Et bien déjà si vous avez oublié votre montre ce n’est pas grave, le temps passe très vite, bien sur le héros aux même initiales que James Bond sait lui aussi tout faire, en particulier le combat où l’on sort indemne, pardon il a une éraflure, après dix minutes d’une violence totale.

Tout l’intérêt de l’épisode réside dans la (re)découverte, de son passé, de son histoire. Et ce n’est pas donné en bloc ni trop évident.

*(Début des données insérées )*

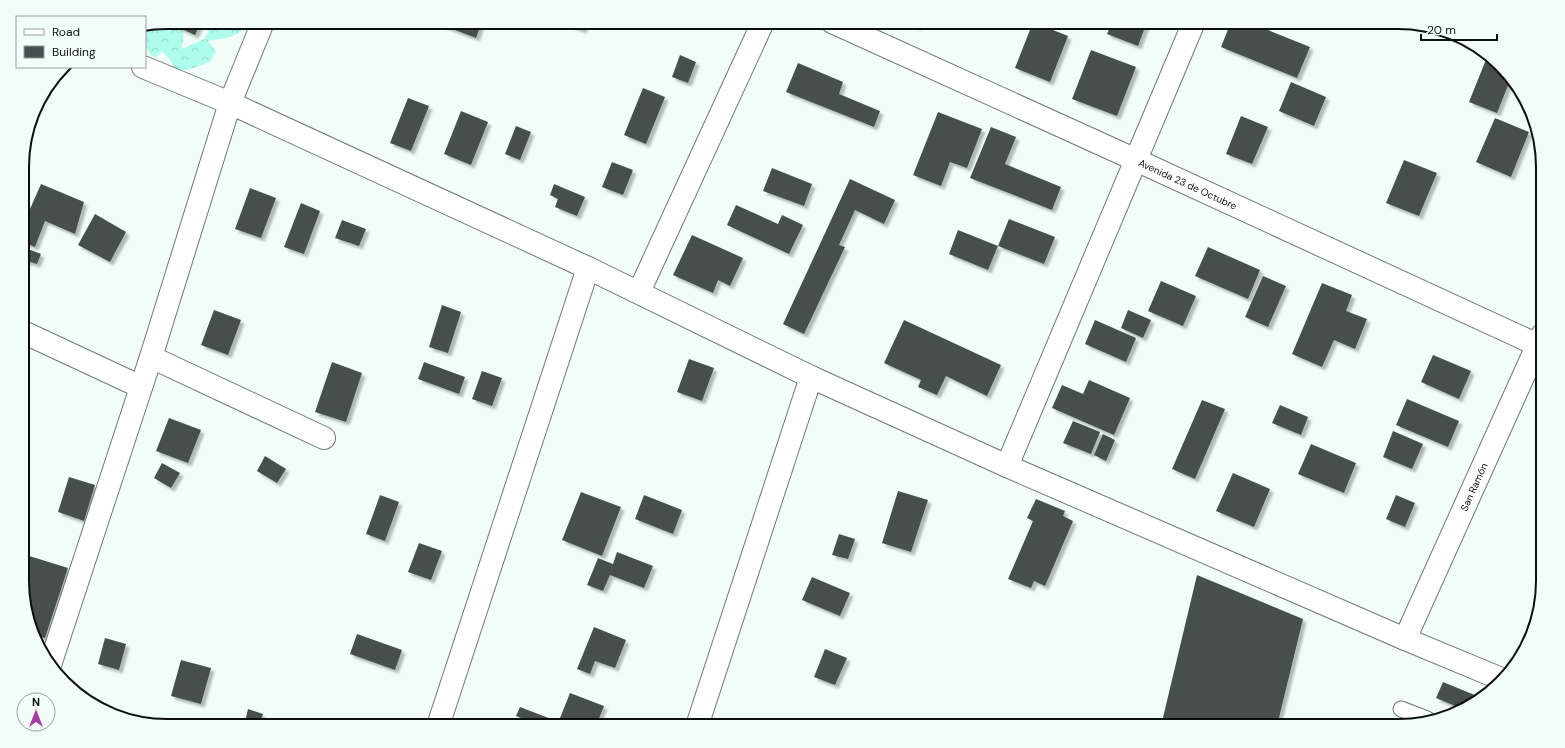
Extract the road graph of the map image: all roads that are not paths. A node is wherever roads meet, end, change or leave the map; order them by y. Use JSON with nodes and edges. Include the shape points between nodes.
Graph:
{"nodes":[{"id":1,"x":260,"y":29,"type":"edge"},
{"id":2,"x":760,"y":29,"type":"edge"},
{"id":3,"x":847,"y":29,"type":"edge"},
{"id":4,"x":1191,"y":29,"type":"edge"},
{"id":5,"x":145,"y":68,"type":"edge"},
{"id":6,"x":230,"y":103,"type":"junction"},
{"id":7,"x":1136,"y":160,"type":"junction"},
{"id":8,"x":588,"y":268,"type":"junction"},
{"id":9,"x":639,"y":292,"type":"junction"},
{"id":10,"x":29,"y":335,"type":"edge"},
{"id":11,"x":1536,"y":340,"type":"edge"},
{"id":12,"x":1536,"y":353,"type":"edge"},
{"id":13,"x":150,"y":357,"type":"junction"},
{"id":14,"x":811,"y":377,"type":"junction"},
{"id":15,"x":141,"y":387,"type":"junction"},
{"id":16,"x":324,"y":438,"type":"dead end"},
{"id":17,"x":1007,"y":466,"type":"junction"},
{"id":18,"x":1405,"y":639,"type":"junction"},
{"id":19,"x":52,"y":657,"type":"edge"},
{"id":20,"x":1497,"y":677,"type":"edge"},
{"id":21,"x":1401,"y":709,"type":"dead end"},
{"id":22,"x":1421,"y":717,"type":"edge"},
{"id":23,"x":440,"y":719,"type":"edge"},
{"id":24,"x":699,"y":719,"type":"edge"}],
"edges":[{"from":1,"to":6,"type":"street"},
{"from":2,"to":9,"type":"street"},
{"from":3,"to":7,"type":"street","name":"Avenida 23 de Octubre"},
{"from":4,"to":7,"type":"street"},
{"from":5,"to":6,"type":"street"},
{"from":6,"to":8,"type":"street"},
{"from":6,"to":13,"type":"street"},
{"from":7,"to":11,"type":"street","name":"Avenida 23 de Octubre"},
{"from":7,"to":17,"type":"street"},
{"from":8,"to":9,"type":"street"},
{"from":8,"to":23,"type":"street"},
{"from":9,"to":14,"type":"street"},
{"from":10,"to":15,"type":"street"},
{"from":12,"to":18,"type":"street","name":"San Ramón"},
{"from":13,"to":15,"type":"street"},
{"from":13,"to":16,"type":"street"},
{"from":14,"to":17,"type":"street"},
{"from":14,"to":24,"type":"street"},
{"from":15,"to":19,"type":"street"},
{"from":17,"to":18,"type":"street"},
{"from":18,"to":20,"type":"street"},
{"from":21,"to":22,"type":"lane"}]}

Une conclusion comme il faut, avec ses réponses, ses moments de combats et d’émotions. Tout ce qu’il faut pour passé une bonne soirée.

 

La vengeance dans la peau.

05/12/2006

La monnaie de sa pièce

James est de retour. Pas encore à l’écran que chacun avait son avis sur le casting, mais quasi rien sur le scénario. Au final c’est bien là qu’est la vraie surprise, sauf pour les plus férus qui ont lu les romans originaux de Fleming. Celui-ci est le premier. L’origine. La logique aurait voulu qu’il fût le premier adapté, ce qui aurait évité un problème conséquent : l’attribution à Bond de sa licence de tuer. Le fameux double zéro. Je suis quelqu’un de compréhensif, mais il y a tout de même des limites !
Sinon c’est un très bon épisode. L’histoire est plausible, dans un monde réel, le nouveau James n’est pas invincible, les filles ne sont pas immédiatement sous le charme, il roule même en Ford – pas longtemps certes, même la fin est une première. Il défit l’autorité, mais il n’a plus ces savoureux échanges avec R (le remplacent de Q), et il manque miss Moneypenny ! Je dis non !
Je ne vais pas raconter ici, ne serait-ce qu’un bout, l’intrigue. Ca n’apporterait rien. Une partie du plaisir de ce film réside dans la découverte des intervenants, de leurs rôles et de leurs interactions.
Nous connaissons le nom, nous connaissons le nombre, reste à savoir la fin.